The largest rectangle is shown in the shaded area, which has area = 10 unit.

For example,
Given height = [2,1,5,6,2,3],
return 10.

最笨的办法，暴力算，果然超时了！

class Solution {
public:
    int largestRectangleArea(vector<int> &height) {
        int minHeight;
        int maxArea = 0, area;
        for (int i = 0; i < height.size(); ++i) {
            minHeight = height[i];
            for (int j = i; j < height.size(); ++j) {
                minHeight = (minHeight < height[j]) ? minHeight : height[j];
                area = minHeight * (j - i + 1);
                maxArea = (maxArea > area) ? maxArea : area;
            }
        }
        return maxArea;
    }
};

下面是重点， 可以通过两个栈来保存之前的信息，以减少比较次数，经典就是经典啊。我们要维护两个栈，要注意的是栈中的节点的高度一定是比当前节点小的，若发现height栈顶元素比当前元素大，则要将其出栈，同时计算面积。还有一点要注意的是处理完所有元素后若栈不为空，那么这些元素肯定是从idx延伸到最后的，还要计算其面积。

Actually, we can decrease the complexity by using stack to keep track of the height and start indexes. Compare the current height with previous one.

Case 1: current > previous (top of height stack)
Push current height and index as candidate rectangle start position.

Case 2: current = previous
Ignore.

Case 3: current < previous
Need keep popping out previous heights, and compute the candidate rectangle with height and width (current index - previous index). Push the height and index to stacks.

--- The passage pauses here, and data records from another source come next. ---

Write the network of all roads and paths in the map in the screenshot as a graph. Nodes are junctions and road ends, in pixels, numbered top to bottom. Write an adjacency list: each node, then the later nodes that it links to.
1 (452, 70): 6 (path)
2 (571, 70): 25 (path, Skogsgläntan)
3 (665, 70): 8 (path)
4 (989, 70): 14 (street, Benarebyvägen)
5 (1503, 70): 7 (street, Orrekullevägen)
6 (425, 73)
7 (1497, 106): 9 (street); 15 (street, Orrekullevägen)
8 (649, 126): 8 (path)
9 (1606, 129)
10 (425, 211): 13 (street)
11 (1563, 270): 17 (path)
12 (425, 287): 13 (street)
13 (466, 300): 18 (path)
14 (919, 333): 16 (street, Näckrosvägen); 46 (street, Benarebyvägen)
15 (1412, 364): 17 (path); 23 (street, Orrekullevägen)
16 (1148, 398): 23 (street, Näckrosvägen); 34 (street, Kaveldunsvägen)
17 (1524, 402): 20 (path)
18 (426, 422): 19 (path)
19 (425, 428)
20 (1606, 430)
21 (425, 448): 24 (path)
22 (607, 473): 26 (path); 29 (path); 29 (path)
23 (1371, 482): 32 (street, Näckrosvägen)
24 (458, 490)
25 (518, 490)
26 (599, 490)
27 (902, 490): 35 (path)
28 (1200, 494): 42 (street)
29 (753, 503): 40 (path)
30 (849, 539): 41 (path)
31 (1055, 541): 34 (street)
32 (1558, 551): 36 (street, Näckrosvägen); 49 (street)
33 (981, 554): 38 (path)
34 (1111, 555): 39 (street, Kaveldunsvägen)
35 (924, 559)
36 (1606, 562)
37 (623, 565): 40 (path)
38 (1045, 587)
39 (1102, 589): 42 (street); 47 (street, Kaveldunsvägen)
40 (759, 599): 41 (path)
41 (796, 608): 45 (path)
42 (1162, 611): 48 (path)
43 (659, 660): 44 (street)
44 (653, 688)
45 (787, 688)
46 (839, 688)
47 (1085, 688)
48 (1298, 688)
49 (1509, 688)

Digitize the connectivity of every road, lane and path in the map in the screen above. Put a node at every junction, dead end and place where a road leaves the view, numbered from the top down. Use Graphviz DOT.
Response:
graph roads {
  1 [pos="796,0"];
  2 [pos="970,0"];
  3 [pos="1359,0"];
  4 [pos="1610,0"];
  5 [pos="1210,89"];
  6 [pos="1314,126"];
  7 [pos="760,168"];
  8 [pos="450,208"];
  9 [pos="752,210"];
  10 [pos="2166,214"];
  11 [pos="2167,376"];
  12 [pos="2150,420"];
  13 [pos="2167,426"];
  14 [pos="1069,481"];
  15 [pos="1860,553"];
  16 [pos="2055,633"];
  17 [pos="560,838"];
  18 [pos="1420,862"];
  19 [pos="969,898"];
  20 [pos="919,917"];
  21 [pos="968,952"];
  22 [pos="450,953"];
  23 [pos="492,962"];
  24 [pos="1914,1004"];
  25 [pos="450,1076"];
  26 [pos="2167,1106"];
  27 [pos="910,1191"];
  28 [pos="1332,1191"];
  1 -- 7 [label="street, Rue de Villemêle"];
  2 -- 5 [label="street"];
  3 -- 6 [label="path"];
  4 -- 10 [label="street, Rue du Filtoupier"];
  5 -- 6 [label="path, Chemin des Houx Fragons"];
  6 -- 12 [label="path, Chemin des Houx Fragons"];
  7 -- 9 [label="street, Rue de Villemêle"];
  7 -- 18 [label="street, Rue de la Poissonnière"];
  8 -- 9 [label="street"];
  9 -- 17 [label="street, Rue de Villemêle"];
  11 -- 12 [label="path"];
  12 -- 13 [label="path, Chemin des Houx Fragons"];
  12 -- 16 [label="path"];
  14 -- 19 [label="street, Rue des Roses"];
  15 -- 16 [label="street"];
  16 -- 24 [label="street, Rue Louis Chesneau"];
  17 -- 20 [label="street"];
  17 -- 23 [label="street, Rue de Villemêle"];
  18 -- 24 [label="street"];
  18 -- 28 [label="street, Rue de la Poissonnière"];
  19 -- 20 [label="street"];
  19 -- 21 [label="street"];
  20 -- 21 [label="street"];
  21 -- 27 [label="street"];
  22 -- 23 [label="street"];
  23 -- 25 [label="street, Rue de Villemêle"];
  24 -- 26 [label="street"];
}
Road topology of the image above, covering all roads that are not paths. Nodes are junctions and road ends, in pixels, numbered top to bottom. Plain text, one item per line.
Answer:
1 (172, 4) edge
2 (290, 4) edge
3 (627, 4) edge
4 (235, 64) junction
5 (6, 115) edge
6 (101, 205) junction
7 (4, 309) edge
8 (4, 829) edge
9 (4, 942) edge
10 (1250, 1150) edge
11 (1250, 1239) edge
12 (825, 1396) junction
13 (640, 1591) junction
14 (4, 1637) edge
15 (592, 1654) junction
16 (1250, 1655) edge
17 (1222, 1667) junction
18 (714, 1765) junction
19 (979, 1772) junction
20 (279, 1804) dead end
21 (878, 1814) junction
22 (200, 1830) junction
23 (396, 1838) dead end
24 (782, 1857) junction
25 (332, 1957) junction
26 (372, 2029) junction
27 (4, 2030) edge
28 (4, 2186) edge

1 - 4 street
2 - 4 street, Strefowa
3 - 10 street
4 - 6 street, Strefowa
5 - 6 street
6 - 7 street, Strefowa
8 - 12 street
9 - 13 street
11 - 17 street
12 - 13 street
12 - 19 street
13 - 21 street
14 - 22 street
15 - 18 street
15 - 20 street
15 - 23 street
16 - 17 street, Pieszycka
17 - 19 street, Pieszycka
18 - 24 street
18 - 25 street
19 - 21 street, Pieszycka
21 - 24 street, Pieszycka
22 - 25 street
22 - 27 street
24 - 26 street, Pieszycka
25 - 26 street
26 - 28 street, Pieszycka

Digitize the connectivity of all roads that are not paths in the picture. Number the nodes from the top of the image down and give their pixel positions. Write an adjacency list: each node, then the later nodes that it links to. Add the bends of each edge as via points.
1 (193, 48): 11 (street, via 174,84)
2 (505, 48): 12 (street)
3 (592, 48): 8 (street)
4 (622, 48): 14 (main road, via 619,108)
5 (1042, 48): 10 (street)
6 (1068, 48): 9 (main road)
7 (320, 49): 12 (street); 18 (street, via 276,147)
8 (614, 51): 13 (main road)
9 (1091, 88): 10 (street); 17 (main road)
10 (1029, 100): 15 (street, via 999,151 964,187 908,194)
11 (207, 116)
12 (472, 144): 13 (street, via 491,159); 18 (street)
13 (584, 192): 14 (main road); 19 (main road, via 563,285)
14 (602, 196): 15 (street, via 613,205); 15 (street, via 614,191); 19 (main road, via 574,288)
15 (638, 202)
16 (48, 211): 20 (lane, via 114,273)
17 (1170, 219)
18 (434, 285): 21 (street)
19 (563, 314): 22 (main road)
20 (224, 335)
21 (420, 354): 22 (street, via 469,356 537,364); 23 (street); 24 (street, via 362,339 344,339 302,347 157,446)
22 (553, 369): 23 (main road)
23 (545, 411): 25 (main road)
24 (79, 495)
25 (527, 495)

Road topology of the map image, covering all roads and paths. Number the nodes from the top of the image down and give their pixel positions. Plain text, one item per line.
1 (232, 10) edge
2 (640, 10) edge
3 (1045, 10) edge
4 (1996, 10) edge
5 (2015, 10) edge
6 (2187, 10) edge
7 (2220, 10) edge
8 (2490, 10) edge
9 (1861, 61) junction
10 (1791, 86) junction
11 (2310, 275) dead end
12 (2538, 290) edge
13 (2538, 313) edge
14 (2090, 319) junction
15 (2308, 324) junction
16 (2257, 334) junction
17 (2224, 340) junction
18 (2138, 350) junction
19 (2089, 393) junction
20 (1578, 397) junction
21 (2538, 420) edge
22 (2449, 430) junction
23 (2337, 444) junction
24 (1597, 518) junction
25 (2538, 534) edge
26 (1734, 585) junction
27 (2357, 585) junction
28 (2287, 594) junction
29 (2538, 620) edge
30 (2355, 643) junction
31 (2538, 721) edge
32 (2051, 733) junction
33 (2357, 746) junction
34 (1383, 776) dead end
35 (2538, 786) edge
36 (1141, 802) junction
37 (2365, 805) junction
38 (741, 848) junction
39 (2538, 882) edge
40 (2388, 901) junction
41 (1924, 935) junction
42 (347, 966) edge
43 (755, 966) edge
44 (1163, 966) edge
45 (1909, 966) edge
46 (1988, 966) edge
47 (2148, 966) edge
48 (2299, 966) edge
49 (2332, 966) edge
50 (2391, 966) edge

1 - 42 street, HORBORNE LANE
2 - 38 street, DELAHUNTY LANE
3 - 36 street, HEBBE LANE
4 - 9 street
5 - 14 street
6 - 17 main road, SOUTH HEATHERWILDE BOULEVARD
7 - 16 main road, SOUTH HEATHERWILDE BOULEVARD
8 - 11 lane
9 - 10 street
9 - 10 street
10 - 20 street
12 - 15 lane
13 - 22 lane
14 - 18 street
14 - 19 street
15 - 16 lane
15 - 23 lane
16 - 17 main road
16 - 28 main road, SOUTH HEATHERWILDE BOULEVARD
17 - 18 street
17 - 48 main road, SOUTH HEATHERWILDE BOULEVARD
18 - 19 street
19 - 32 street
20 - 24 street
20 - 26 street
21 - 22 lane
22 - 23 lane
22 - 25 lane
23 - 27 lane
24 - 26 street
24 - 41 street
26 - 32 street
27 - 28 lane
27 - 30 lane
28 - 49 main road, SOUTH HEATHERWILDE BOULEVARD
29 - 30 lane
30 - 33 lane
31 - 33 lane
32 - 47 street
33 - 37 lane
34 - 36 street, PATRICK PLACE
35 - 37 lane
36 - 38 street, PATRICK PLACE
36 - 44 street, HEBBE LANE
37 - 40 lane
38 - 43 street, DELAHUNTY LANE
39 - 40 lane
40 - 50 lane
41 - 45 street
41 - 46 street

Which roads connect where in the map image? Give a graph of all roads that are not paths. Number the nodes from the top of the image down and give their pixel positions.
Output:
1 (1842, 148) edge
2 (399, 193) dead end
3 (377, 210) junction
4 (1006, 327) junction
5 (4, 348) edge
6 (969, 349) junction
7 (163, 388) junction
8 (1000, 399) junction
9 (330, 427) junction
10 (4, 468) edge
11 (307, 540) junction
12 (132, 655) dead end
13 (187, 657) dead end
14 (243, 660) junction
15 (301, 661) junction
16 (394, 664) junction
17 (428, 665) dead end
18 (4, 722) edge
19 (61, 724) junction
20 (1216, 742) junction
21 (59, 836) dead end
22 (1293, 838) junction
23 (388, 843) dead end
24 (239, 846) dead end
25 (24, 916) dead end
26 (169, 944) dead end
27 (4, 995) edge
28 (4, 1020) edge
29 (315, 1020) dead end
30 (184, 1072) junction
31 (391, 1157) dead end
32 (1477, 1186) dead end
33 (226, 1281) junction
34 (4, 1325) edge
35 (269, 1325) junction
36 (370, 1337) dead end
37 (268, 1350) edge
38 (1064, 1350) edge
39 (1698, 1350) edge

(Note: it is better use another different example to walk through the steps, and you will understand it better).

 

class Solution {
public:
    int largestRectangleArea(vector<int> &height) {
        int n = height.size();
        stack<int> stkHeight;
        stack<int> stkIdx;
        int maxArea = 0, tmpArea;
        int tmpHeight, tmpIdx;
        for (int i = 0; i < n; ++i) {
            if (stkHeight.empty() || height[i] > stkHeight.top()) {
                stkHeight.push(height[i]);
                stkIdx.push(i);
            }
            else if (height[i] < stkHeight.top()) {
                //tmpIdx = 0;
                while (!stkHeight.empty() && height[i] <= stkHeight.top()) {
                    tmpHeight = stkHeight.top();
                    stkHeight.pop();
                    tmpIdx = stkIdx.top();
                    stkIdx.pop();
                    tmpArea = tmpHeight * (i - tmpIdx);
                    maxArea = (maxArea > tmpArea) ? maxArea : tmpArea;
                }
                stkHeight.push(height[i]);
                stkIdx.push(tmpIdx);
            }
        }
        while (!stkHeight.empty()) {
            tmpHeight = stkHeight.top();
            stkHeight.pop();
            tmpIdx = stkIdx.top();
            stkIdx.pop();
            tmpArea = tmpHeight * (n - tmpIdx);
            maxArea = (maxArea > tmpArea) ? maxArea : tmpArea;
        }
        return maxArea;
    }
};

 上面的代码太臃肿了，可以简化如下：

class Solution {
public:
    int largestRectangleArea(vector<int> &line) {
        if (line.size() < 1) return 0;
        stack<int> S;
        line.push_back(0);
        int maxArea = 0, tmpArea;
        for (int i = 0; i < line.size(); ++i) {
            if (S.empty() || line[i] > line[S.top()]) {
                S.push(i);
            } else {
                int idx = S.top();
                S.pop();
                tmpArea = line[idx] * ((S.empty() ? i : i - S.top() - 1));
                maxArea = (maxArea > tmpArea) ? maxArea : tmpArea;
                --i;
            }
        }
        return maxArea;
    }
};